> [Dataset]
□ □ □ □ □ □ □
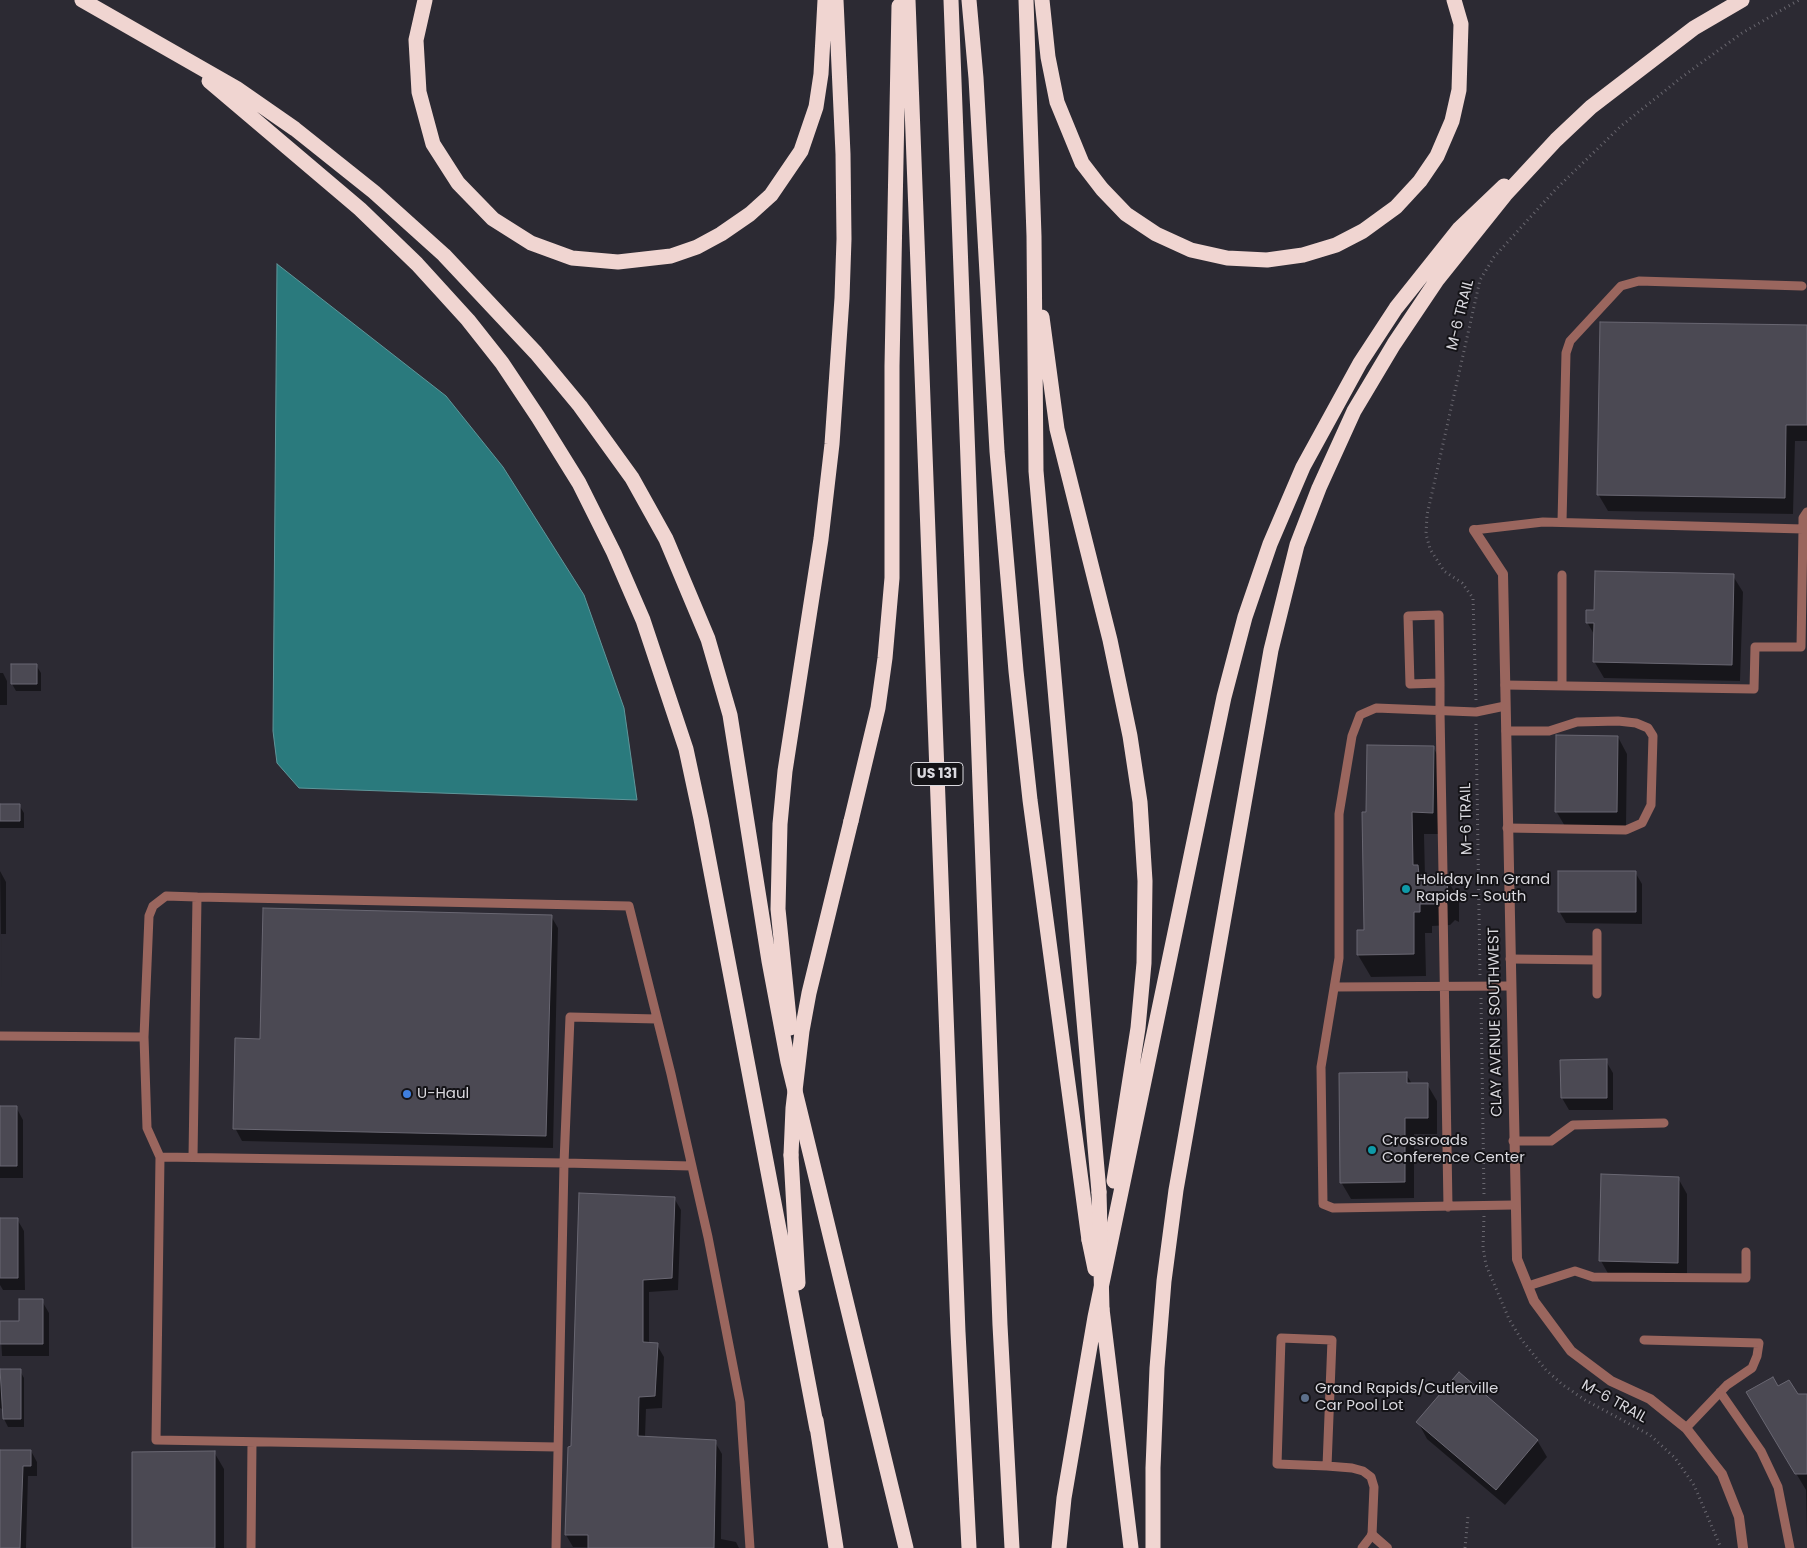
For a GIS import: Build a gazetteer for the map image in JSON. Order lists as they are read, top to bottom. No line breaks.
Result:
{"streets":{"highway":["US 131"],"street":["CLAY AVENUE SOUTHWEST"],"path":["M-6 TRAIL"]},"places":["Holiday Inn Grand Rapids - South","U-Haul","Crossroads Conference Center","Grand Rapids/Cutlerville Car Pool Lot"]}
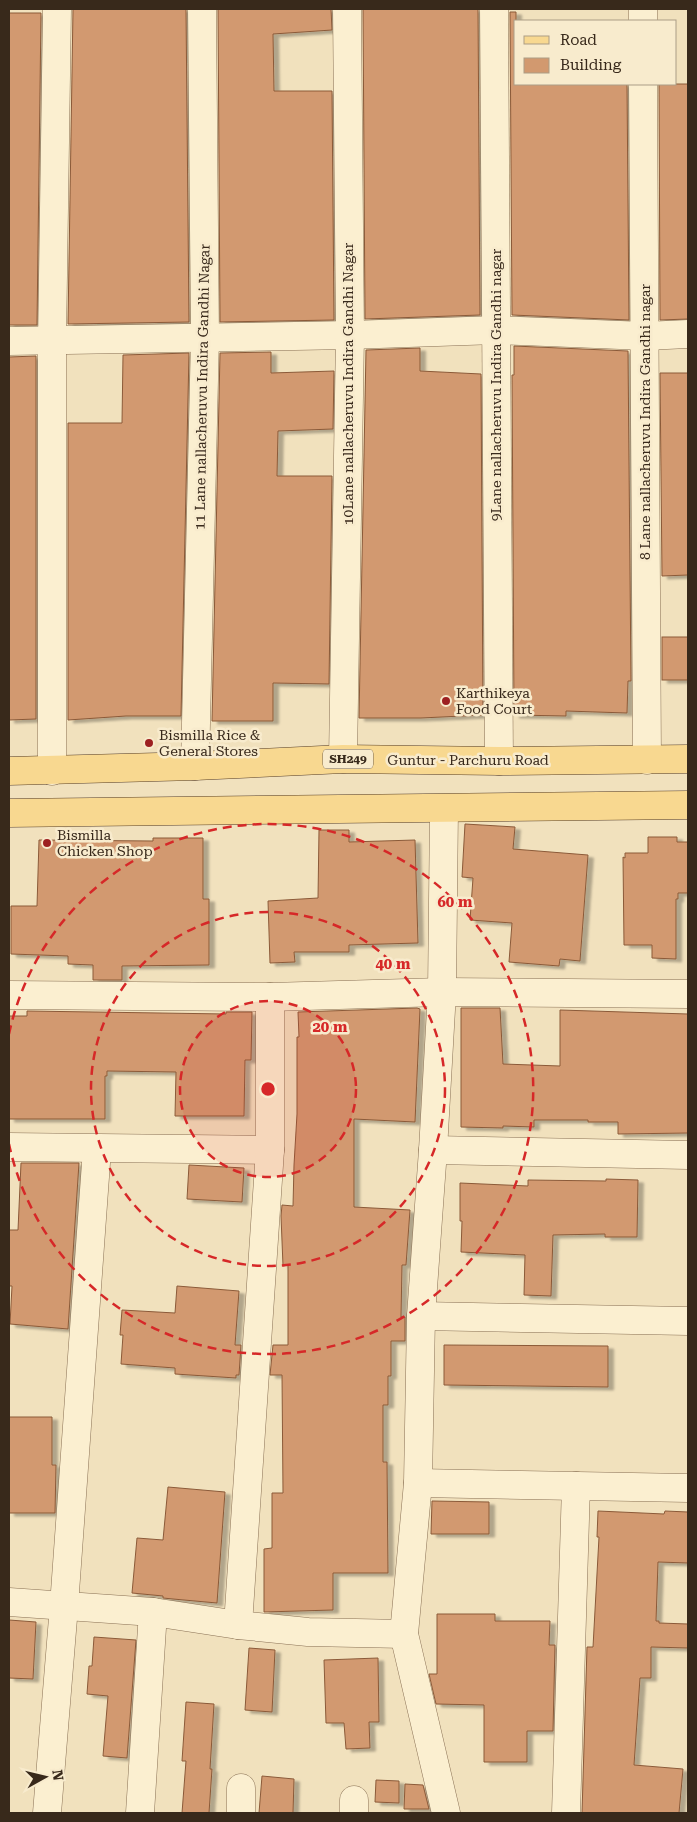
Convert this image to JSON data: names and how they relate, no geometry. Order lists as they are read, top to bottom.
{
  "streets": {
    "main road": ["SH249", "Guntur - Parchuru Road"],
    "street": [
      "10Lane nallacheruvu Indira Gandhi Nagar",
      "9Lane nallacheruvu Indira Gandhi nagar",
      "11 Lane nallacheruvu Indira Gandhi Nagar",
      "8 Lane nallacheruvu Indira Gandhi nagar"
    ]
  },
  "crossings": [
    ["10Lane nallacheruvu Indira Gandhi Nagar", "Guntur - Parchuru Road"],
    ["9Lane nallacheruvu Indira Gandhi nagar", "Guntur - Parchuru Road"],
    ["11 Lane nallacheruvu Indira Gandhi Nagar", "Guntur - Parchuru Road"],
    ["8 Lane nallacheruvu Indira Gandhi nagar", "Guntur - Parchuru Road"]
  ],
  "places": ["Karthikeya Food Court", "Bismilla Rice & General Stores", "Bismilla Chicken Shop"],
  "legend": ["Road", "Building"],
  "north": "right",
  "rings": ["60 m", "40 m", "20 m"]
}
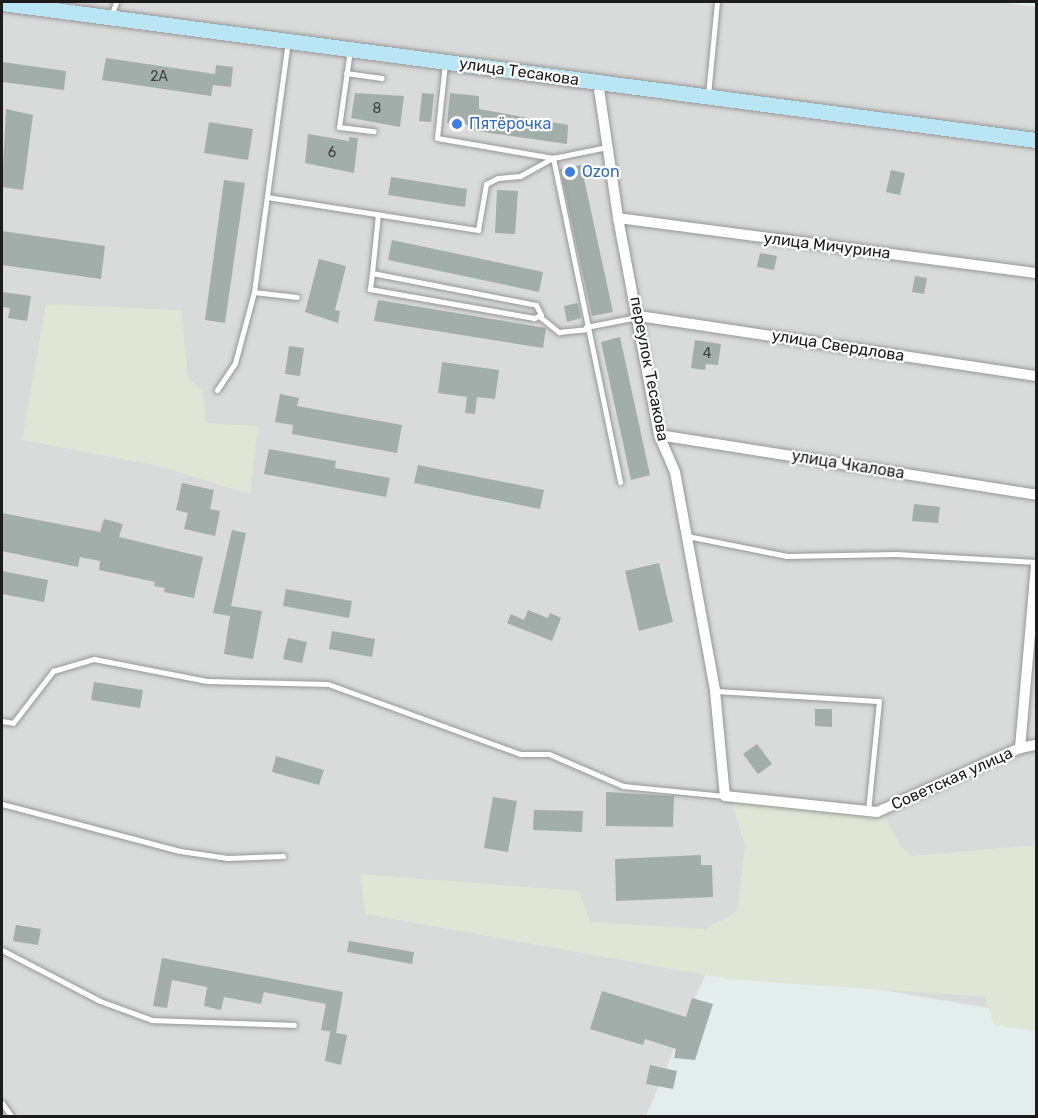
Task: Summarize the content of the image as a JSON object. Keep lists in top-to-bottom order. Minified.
{"streets":{"main road":["улица Тесакова"],"street":["улица Мичурина","улица Свердлова","переулок Тесакова","улица Чкалова","Советская улица"]},"crossings":[["улица Тесакова","переулок Тесакова"],["улица Мичурина","переулок Тесакова"],["улица Свердлова","переулок Тесакова"],["переулок Тесакова","улица Чкалова"],["переулок Тесакова","Советская улица"]],"places":["Пятёрочка","Ozon"],"house_numbers":["2А","8","6","4"]}
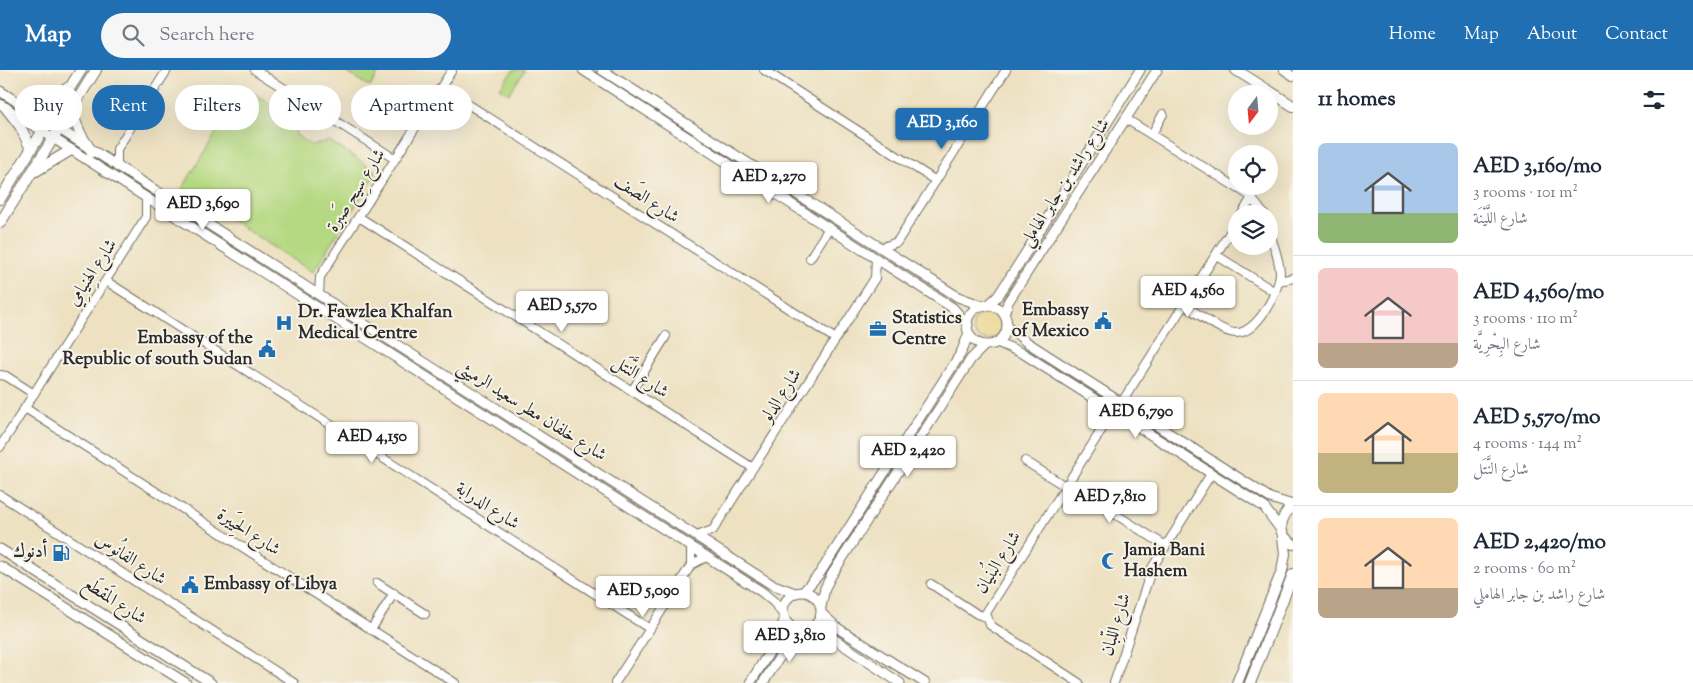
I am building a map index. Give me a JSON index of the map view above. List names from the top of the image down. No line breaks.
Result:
{"streets":{"street":["شارع راشد بن جابر الهاملي","شارع سِيح صَبرة","شارع الصَف","شارع الهِنيامِي","شارع النَّتَل","شارع الدلو","شارع خلفان مطر سعيد الرميثي","شارع الدرابة","شارع الحِيَيرة","شارع الفانُوس","شارع البُنيان","شارع المَقطَع","شارع اللِّبان"]},"crossings":[["شارع سِيح صَبرة","شارع النَّتَل"],["شارع سِيح صَبرة","شارع خلفان مطر سعيد الرميثي"],["شارع الصَف","شارع الدلو"],["شارع الهِنيامِي","شارع الدرابة"],["شارع الهِنيامِي","شارع الحِيَيرة"],["شارع النَّتَل","شارع الدلو"]],"places":{"public building":["Embassy of Mexico","Embassy of the Republic of south Sudan","Embassy of Libya"],"hospital":["Dr. Fawzlea Khalfan Medical Centre"],"office":["Statistics Centre"],"fuel station":["أدنوك"],"mosque":["Jamia Bani Hashem"]},"north":"bottom","page":{"header":"Map","search":"Search here","nav":["Home","Map","About","Contact"],"heading":"11 homes","chip":["Buy","Rent","Filters","New","Apartment"],"price":["AED 3,160","AED 2,270","AED 3,690","AED 4,560","AED 5,570","AED 6,790","AED 4,150","AED 2,420","AED 7,810","AED 5,090","AED 3,810"],"list":[{"name":"AED 3,160/mo","note":"3 rooms · 101 m² · شارع اللَّيْنَة"},{"name":"AED 4,560/mo","note":"3 rooms · 110 m² · شارع البِحْرِيَّة"},{"name":"AED 5,570/mo","note":"4 rooms · 144 m² · شارع النَّتَل"},{"name":"AED 2,420/mo","note":"2 rooms · 60 m² · شارع راشد بن جابر الهاملي"}]}}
□ □ □ □ □ □ □
> [Aim of the exercise]
In the listing above, how many lines include the string "breaks"? Reply with the number alone.

> [Completed task]
2